From: Yann E. MORIN <yann.morin.1998@free.fr>
To: buildroot@busybox.net
Subject: [Buildroot] [PATCHv3 2/5] pkg-generic: add step_pkg_size global instrumentation hook
Date: Sun, 15 Feb 2015 17:59:51 +0100 [thread overview]
Message-ID: <20150215165951.GC4211@free.fr> (raw)

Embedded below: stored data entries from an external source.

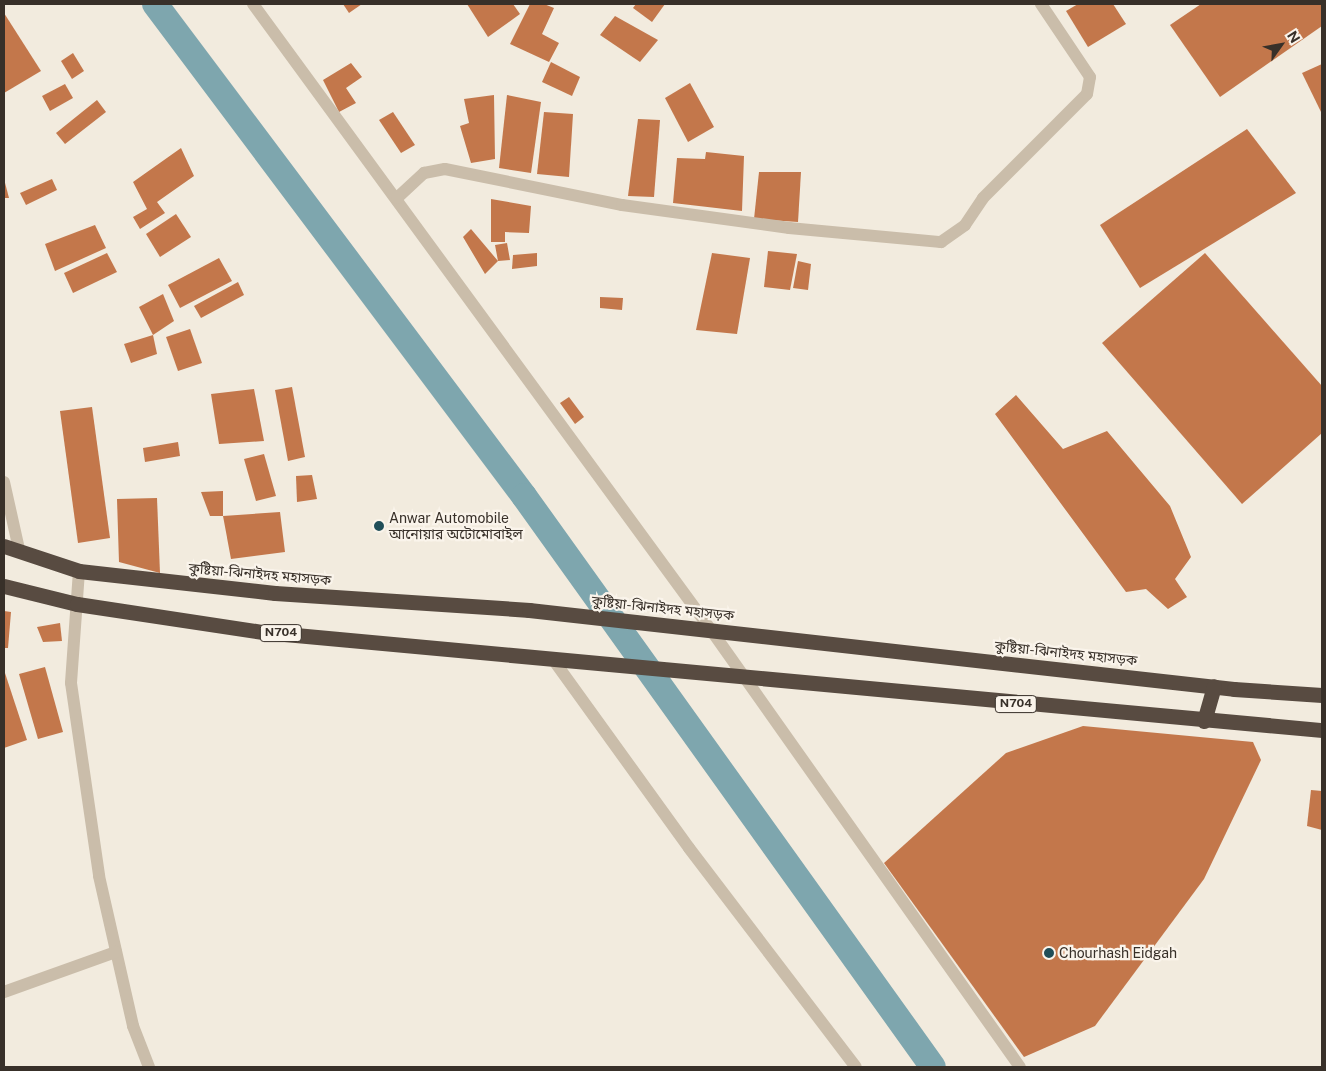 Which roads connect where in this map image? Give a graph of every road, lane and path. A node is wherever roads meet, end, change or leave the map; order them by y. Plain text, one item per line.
1 (253, 4) edge
2 (1041, 4) edge
3 (397, 198) junction
4 (4, 482) edge
5 (11, 548) edge
6 (79, 571) junction
7 (4, 586) edge
8 (76, 604) junction
9 (711, 630) junction
10 (557, 658) junction
11 (744, 678) junction
12 (1214, 686) junction
13 (1322, 695) edge
14 (1204, 721) junction
15 (1322, 730) edge
16 (116, 952) junction
17 (4, 992) edge
18 (148, 1067) edge
19 (856, 1067) edge
20 (1020, 1067) edge

1 - 3 street
2 - 3 street
3 - 9 street
4 - 5 street
5 - 6 highway, কুষ্টিয়া-ঝিনাইদহ মহাসড়ক
6 - 8 street
6 - 9 highway, কুষ্টিয়া-ঝিনাইদহ মহাসড়ক
7 - 8 highway, N704
8 - 10 highway, N704
8 - 16 street
9 - 11 street
9 - 12 highway, কুষ্টিয়া-ঝিনাইদহ মহাসড়ক
10 - 11 highway, N704
10 - 19 street
11 - 14 highway, N704
11 - 20 street
12 - 13 highway, কুষ্টিয়া-ঝিনাইদহ মহাসড়ক
12 - 14 highway
14 - 15 highway, N704
16 - 17 street
16 - 18 street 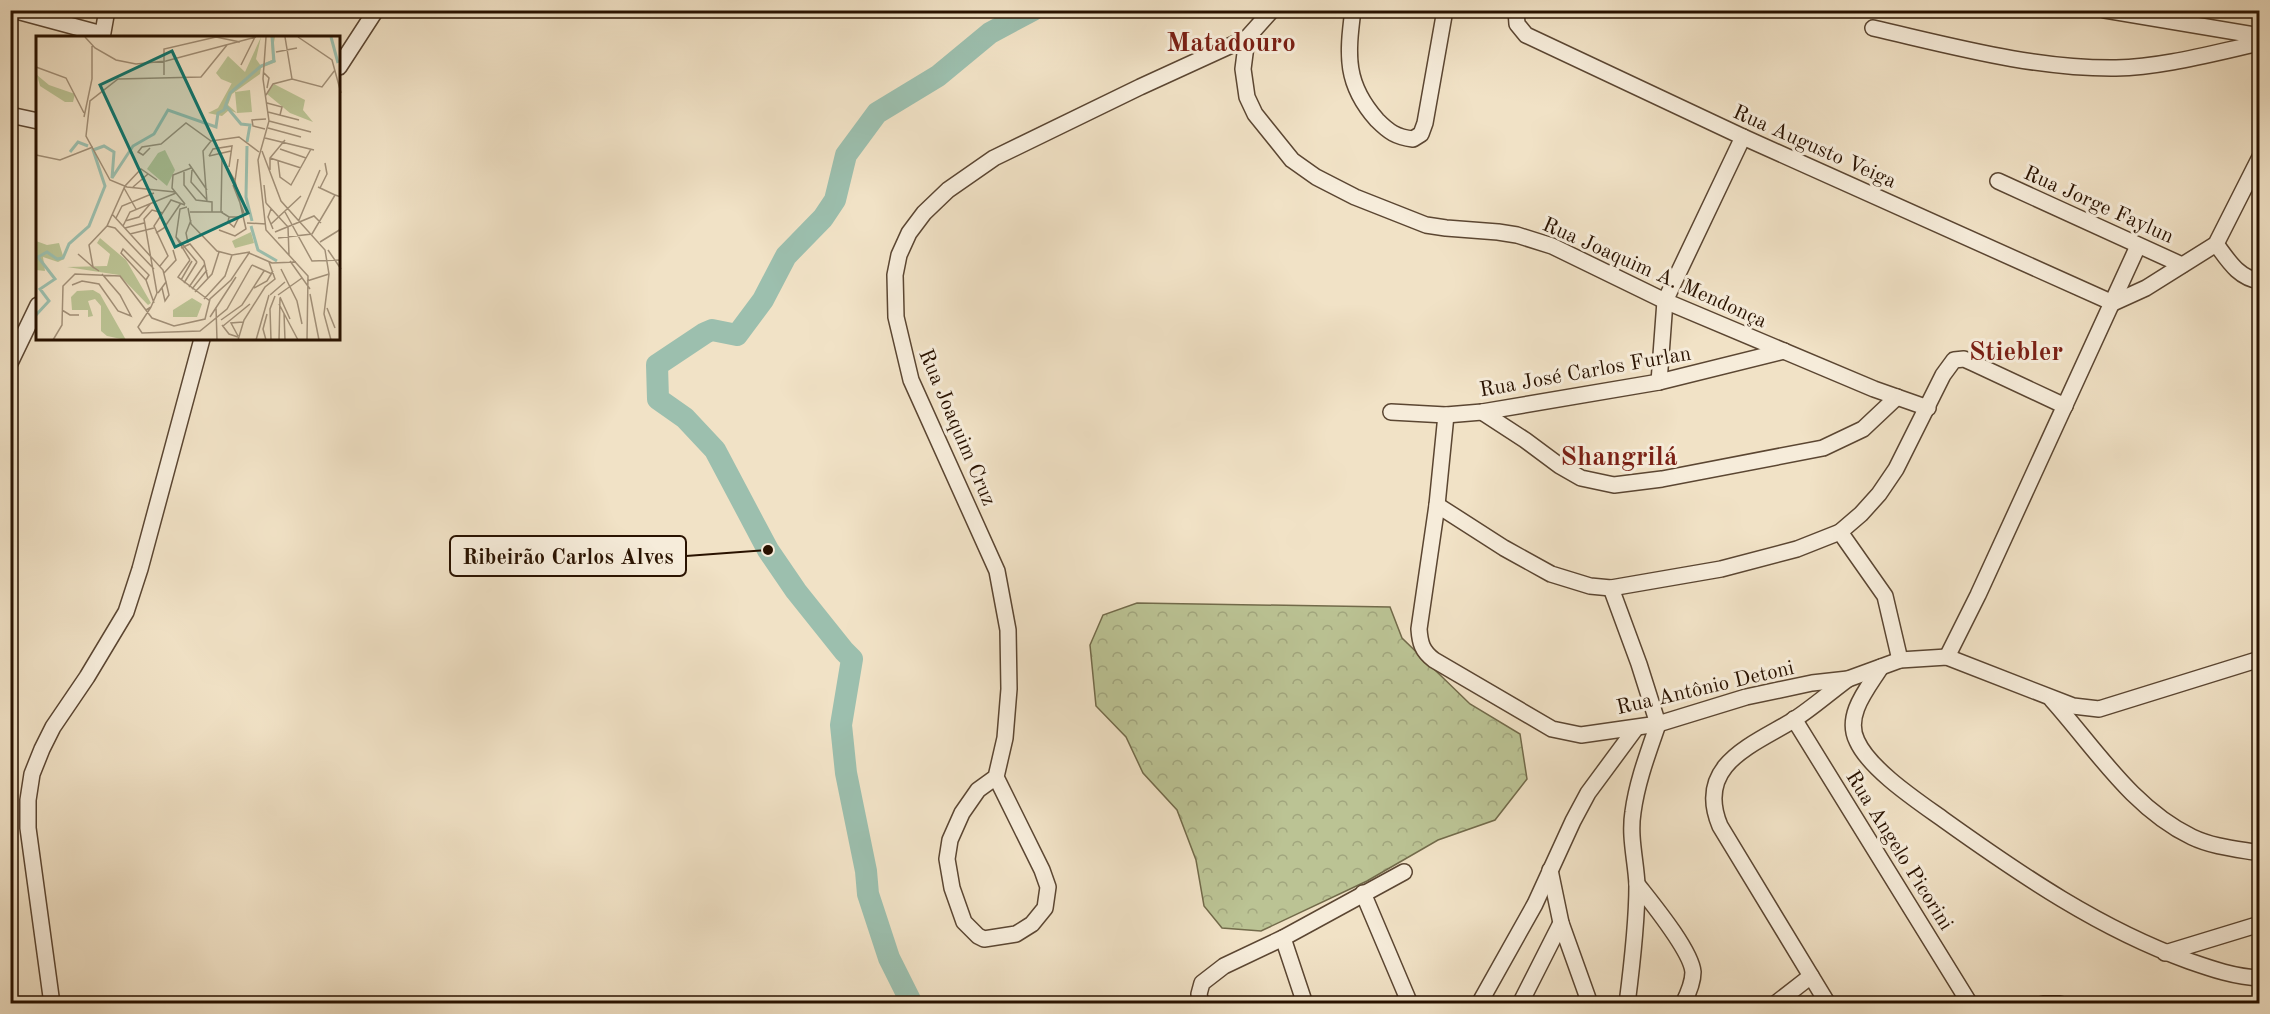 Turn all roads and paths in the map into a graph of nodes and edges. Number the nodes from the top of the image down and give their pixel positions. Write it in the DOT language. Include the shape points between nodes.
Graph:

In-Reply-To: <1423171200-24583-3-git-send-email-thomas.petazzoni@free-electrons.com>
Thomas, All,
On 2015-02-05 22:19 +0100, Thomas Petazzoni spake thusly:
> This patch adds a global instrumentation hook that collects the list
> of files installed in $(TARGET_DIR) by each package, and stores this
> list into a file called $(BUILD_DIR)/packages-file-list.txt. It can
> later be used to determine the size contribution of each package to
> the target root filesystem.
>
> Note that in order to detect if a file installed by one package is
> later overriden by another package, we calculate the md5 of installed
> files and compare them at each installation of a new package.
>
> This commit also adds a Config.in option to enable the collection of
> this data, as calculating the md5 of all installed files at the
> beginning and end of the installation of each package can be
> considered a time-consuming process which maybe some users will not be
> willing to suffer from.
Well, I'd like to challenge that assertion, so I did a pretty "big" build:
Kodi on the RPi, with all Kodi addons enabled, plus a few additional
usefull packages (connman, dropbear and the likes).
The config has about 148 packages (make show-targets |wc -w), and takes
roughly 1h and 20min on my machine.
Because I did not time md5sum after each package was installed, I simply
timed the md5sum at the end, on a completely-populated target/ . That
gives a pretty good upper-bound of the overhead each package would incur
(i.e. the very first packages would be so much faster as there are far
fewer files installed).
$ du -hs target/
247M target/
$ find target -type f |wc -l
5150
$ tar cf - target/ |wc -c
242923520
$ tar cf - target/ |time md5sum
1d393aaf76ef6a7a462519f4b8b861e7 -
0.36user 0.03system 0:00.41elapsed 96%CPU (0avgtext+0avgdata 748maxresident)k
0inputs+0outputs (0major+233minor)pagefaults 0swaps
$ date '+%s.%N'; \
find target -type f -print0 2>/dev/null \
| xargs -0 md5sum >/dev/null 2>&1; \
date '+%s.%N'
1424018960.577764719
1424018960.994814894
So, the overhead of md5sum-ing each file independently (on a cache-hot
target/) is about less than 0.5s (only so-slightly bigger than md5sum-ing
the whole tarball thereof) .
Yes, 0.5s. Half-a-second. ;-)
That would give an upper-bound of the overhead for the whole build
somewhere in the 2-minute range (148*2*0.5). Out of a 1h 20min build.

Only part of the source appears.